ABOUT THIS TASK
Scan the records for the string "宾虹西路", then copy each line that has it.

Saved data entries
────────
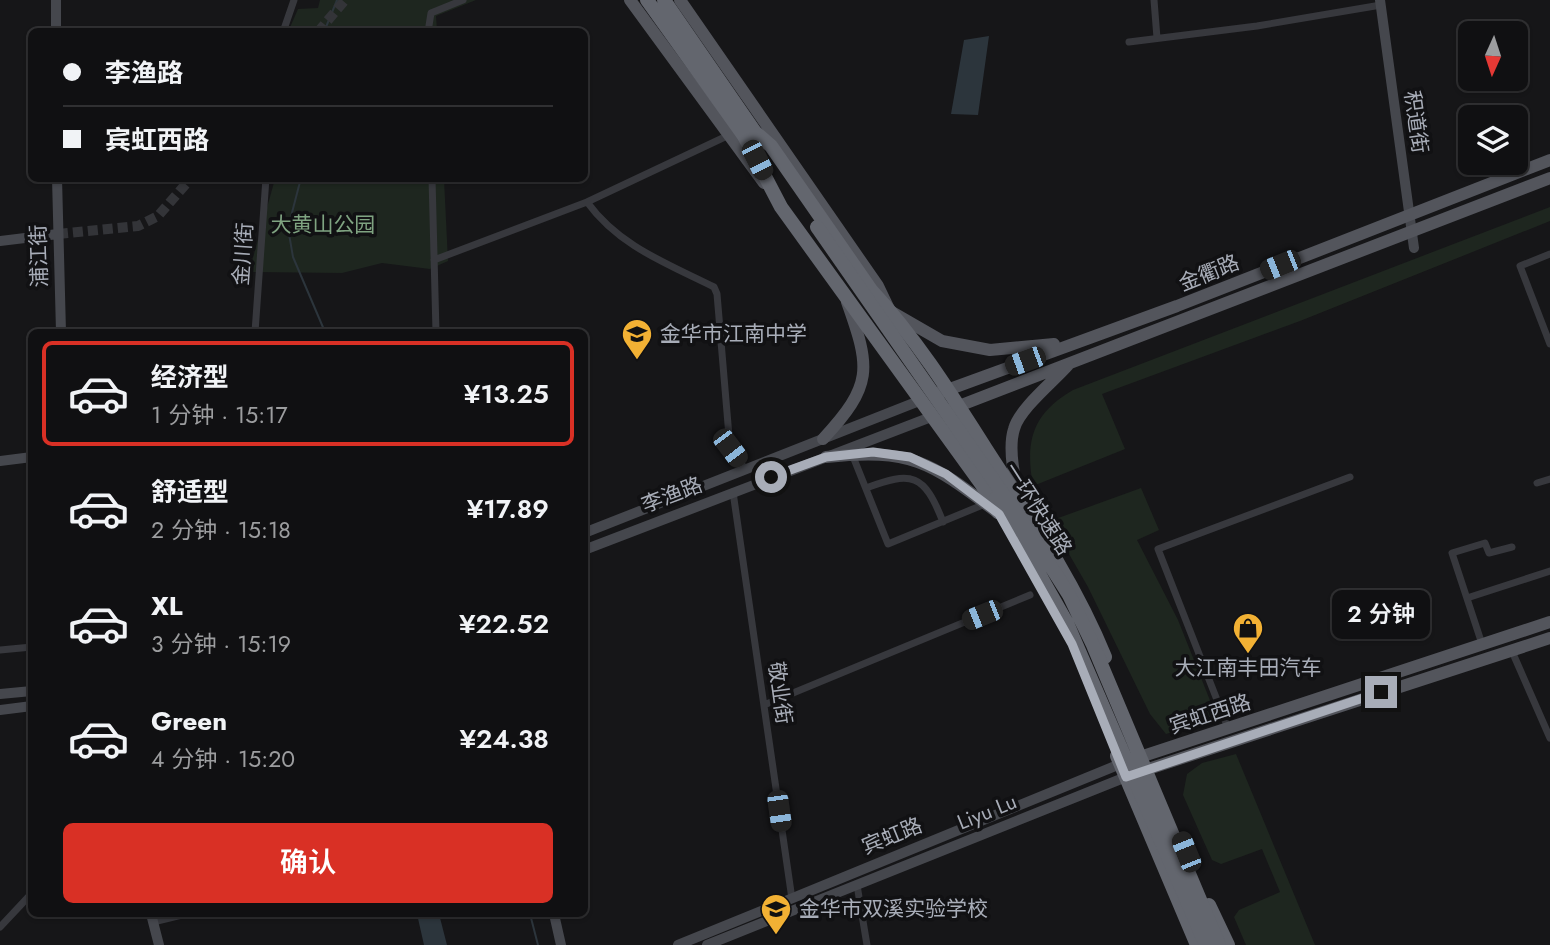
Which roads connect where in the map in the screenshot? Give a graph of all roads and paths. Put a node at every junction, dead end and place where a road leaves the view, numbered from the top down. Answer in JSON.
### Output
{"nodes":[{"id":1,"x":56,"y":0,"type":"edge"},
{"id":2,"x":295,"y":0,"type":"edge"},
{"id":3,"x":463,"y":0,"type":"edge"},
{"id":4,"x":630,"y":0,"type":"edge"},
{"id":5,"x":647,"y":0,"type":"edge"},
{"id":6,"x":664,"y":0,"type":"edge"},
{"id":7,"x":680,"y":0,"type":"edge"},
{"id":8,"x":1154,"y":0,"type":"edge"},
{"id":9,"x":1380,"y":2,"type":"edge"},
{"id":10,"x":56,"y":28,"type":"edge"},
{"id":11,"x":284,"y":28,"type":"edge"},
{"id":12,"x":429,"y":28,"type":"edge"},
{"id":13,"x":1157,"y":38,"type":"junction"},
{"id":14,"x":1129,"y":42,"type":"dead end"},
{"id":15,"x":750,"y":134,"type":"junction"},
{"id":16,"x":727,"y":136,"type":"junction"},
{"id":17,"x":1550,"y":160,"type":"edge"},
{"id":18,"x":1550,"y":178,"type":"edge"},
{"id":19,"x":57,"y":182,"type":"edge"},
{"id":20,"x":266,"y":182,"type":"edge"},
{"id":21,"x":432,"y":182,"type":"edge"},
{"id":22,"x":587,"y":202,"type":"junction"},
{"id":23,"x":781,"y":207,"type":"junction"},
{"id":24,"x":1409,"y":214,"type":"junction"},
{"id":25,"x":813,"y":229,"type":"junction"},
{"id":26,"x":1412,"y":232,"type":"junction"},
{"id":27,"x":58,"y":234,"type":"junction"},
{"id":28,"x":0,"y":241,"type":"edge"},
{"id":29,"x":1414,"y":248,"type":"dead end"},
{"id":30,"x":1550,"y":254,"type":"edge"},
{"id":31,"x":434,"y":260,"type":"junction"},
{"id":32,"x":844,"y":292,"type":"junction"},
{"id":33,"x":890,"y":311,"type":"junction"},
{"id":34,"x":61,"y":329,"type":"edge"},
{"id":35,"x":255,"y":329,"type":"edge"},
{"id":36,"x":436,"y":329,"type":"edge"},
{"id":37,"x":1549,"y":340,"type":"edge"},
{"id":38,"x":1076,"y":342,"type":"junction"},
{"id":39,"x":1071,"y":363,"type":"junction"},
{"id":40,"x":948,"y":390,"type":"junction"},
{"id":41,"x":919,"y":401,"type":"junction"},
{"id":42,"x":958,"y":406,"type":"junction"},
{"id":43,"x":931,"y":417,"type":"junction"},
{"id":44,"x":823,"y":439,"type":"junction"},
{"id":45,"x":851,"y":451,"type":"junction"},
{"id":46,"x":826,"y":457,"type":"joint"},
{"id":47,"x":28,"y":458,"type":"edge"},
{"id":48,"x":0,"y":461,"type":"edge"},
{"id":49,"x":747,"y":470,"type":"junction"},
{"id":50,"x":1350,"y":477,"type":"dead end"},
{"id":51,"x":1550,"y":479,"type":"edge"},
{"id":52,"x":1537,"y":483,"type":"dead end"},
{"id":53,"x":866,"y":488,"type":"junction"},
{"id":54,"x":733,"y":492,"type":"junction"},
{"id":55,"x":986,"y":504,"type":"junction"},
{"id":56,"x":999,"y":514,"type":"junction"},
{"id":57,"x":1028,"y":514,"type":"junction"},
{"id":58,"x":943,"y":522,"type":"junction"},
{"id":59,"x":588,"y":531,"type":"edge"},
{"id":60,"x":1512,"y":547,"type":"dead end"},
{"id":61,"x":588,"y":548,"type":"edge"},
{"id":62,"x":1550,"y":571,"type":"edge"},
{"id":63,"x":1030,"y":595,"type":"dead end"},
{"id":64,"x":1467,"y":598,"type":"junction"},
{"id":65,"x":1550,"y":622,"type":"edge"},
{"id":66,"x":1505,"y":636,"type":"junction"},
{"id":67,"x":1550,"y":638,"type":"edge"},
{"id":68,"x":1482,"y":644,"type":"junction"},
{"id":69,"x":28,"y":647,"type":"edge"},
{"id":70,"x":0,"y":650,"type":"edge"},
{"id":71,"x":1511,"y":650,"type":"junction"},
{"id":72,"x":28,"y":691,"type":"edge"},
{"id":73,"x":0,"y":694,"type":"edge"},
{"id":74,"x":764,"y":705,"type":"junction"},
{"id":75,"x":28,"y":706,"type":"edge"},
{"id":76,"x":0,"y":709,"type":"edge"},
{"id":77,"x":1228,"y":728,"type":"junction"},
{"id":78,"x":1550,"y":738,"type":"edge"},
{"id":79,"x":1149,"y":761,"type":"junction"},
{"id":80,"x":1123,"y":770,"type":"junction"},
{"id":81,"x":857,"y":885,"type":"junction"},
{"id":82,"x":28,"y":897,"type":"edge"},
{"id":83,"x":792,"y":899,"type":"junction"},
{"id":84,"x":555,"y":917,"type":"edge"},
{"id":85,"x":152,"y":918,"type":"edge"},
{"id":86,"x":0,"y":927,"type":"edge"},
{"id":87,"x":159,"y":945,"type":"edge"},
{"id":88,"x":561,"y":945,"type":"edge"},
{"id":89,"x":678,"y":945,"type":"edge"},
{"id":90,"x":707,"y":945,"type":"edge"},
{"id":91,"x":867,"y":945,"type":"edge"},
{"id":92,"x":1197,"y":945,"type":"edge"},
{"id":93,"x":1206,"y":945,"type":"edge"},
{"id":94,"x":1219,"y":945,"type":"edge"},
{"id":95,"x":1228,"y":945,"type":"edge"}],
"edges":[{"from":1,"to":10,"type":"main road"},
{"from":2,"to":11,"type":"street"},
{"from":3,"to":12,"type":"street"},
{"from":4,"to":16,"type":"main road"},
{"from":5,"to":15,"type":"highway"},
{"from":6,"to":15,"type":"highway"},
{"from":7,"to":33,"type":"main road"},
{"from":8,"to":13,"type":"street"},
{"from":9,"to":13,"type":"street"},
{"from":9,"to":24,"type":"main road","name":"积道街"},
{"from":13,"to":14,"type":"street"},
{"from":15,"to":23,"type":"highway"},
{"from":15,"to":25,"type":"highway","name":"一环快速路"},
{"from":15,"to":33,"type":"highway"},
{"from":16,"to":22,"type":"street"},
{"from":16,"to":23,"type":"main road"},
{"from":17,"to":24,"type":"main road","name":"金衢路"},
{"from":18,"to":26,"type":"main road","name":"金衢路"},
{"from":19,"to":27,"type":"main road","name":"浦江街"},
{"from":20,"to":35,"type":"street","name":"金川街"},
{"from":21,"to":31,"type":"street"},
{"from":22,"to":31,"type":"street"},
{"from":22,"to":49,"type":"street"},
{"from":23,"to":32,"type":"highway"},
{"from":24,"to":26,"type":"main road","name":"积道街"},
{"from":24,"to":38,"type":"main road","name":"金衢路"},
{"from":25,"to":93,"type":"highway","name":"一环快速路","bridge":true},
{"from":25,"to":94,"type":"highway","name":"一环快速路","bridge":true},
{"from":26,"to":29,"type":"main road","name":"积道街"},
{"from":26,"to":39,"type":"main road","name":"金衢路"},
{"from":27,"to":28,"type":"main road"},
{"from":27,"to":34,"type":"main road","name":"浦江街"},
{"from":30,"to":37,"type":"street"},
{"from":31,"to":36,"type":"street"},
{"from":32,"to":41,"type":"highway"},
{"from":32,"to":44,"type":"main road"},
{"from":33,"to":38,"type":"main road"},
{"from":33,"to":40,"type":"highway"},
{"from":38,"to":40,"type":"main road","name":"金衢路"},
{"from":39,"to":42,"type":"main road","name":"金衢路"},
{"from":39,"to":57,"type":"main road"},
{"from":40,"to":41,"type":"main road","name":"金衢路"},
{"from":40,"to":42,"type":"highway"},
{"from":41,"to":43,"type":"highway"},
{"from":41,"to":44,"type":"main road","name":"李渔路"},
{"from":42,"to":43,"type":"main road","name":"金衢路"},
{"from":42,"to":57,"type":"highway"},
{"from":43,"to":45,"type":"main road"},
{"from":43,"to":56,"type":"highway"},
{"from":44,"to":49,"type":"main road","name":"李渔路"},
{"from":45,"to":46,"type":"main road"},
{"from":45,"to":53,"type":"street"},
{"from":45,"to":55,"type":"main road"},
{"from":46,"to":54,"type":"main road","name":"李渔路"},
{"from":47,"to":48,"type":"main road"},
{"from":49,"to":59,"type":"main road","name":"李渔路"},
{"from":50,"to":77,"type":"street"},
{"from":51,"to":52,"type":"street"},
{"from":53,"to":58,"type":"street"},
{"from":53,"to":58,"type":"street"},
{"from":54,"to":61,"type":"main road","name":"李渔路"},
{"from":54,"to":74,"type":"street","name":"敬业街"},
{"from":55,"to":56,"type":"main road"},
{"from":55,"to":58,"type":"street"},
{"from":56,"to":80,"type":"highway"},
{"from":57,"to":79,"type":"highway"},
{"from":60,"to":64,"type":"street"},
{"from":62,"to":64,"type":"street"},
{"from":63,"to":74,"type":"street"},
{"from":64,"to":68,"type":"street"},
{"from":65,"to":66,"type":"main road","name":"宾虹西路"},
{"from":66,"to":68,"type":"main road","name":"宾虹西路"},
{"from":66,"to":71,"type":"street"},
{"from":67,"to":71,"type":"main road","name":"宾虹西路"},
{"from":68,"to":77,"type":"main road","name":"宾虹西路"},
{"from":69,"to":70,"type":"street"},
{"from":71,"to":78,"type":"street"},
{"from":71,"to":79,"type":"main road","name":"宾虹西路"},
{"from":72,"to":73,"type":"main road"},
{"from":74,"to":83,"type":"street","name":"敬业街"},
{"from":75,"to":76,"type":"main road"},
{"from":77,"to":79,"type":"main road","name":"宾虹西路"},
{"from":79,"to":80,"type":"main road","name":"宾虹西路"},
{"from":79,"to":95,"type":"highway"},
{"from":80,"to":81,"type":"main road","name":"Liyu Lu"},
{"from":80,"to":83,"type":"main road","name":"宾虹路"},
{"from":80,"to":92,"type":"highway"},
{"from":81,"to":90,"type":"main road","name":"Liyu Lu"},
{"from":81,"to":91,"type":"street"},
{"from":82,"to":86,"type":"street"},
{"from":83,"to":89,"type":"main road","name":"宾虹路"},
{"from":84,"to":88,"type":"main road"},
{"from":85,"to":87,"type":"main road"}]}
────────
RESPONSE
{"from":65,"to":66,"type":"main road","name":"宾虹西路"},
{"from":66,"to":68,"type":"main road","name":"宾虹西路"},
{"from":67,"to":71,"type":"main road","name":"宾虹西路"},
{"from":68,"to":77,"type":"main road","name":"宾虹西路"},
{"from":71,"to":79,"type":"main road","name":"宾虹西路"},
{"from":77,"to":79,"type":"main road","name":"宾虹西路"},
{"from":79,"to":80,"type":"main road","name":"宾虹西路"},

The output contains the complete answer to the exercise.